As many as seven of Royal Dutch Shell's North Sea platforms could be hit by the first strike action in the basin in 10 years after Wood Group employees working on the facilities voted on Wednesday in favour of industrial action.
Wood Group workers are employed on Shell platforms to carry out maintenance work. A person familiar with the operations said this meant production from the platforms was unlikely to be affected by potential strikes in the short term.
Nearly all Wood Group workers who participated in the ballot carried out by labour unions Unite and RMT supported strike action over disputes surrounding pay and working conditions, the unions said.
Weak oil prices are expected to cost around 120,000 oil workers in Britain their job by the end of the year, according to industry group Oil and Gas UK, and many have had to accept pay cuts.
Wood Group announced in February a 9-percent cut in wages of around 200 British contractors, following pay reductions in December 2015 and May 2014.
The unions said they would now consider how to proceed and were open to further talks.
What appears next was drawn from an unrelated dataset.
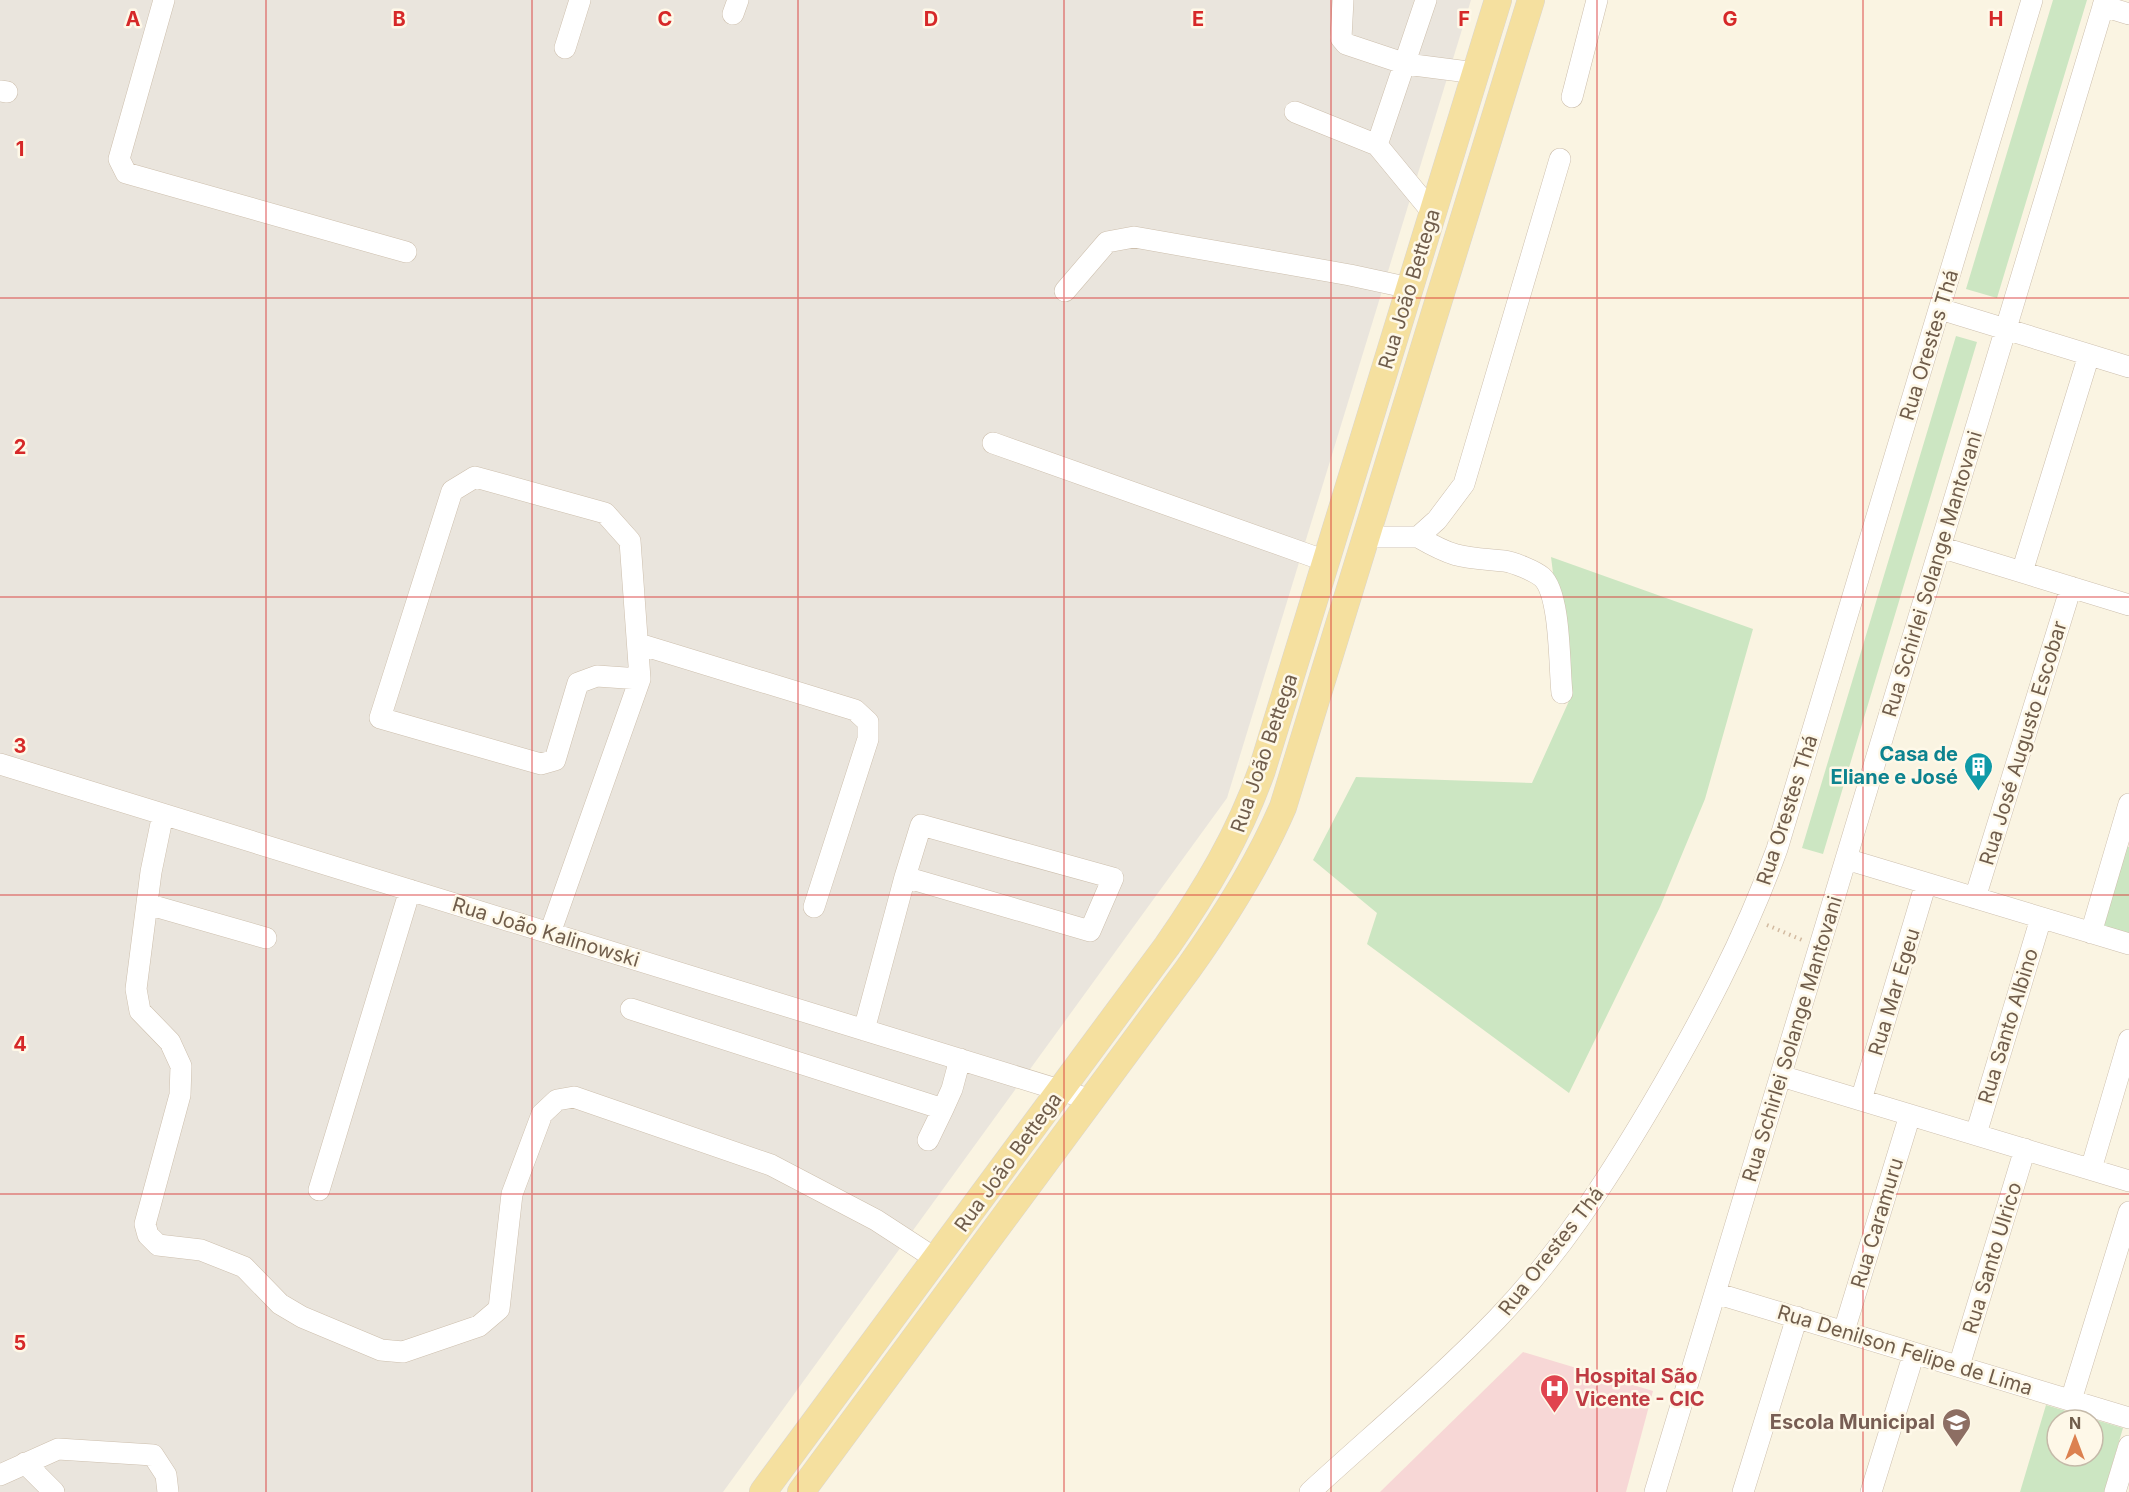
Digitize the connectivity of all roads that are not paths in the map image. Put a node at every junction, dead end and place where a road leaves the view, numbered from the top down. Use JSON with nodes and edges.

Shell said its platforms concerned were Brent Alpha, Bravo and Charlie, Gannet, Nelson, Curlew and Shearwater.
"We are committed to continuing to engage openly with our employees and the unions with a view to reaching a positive resolution," said Dave Stewart, chief executive for Wood Group's eastern region business unit.
He added that workers affected by pay cuts would see their salary drop by 3 percent rather than 30 percent as suggested by the unions.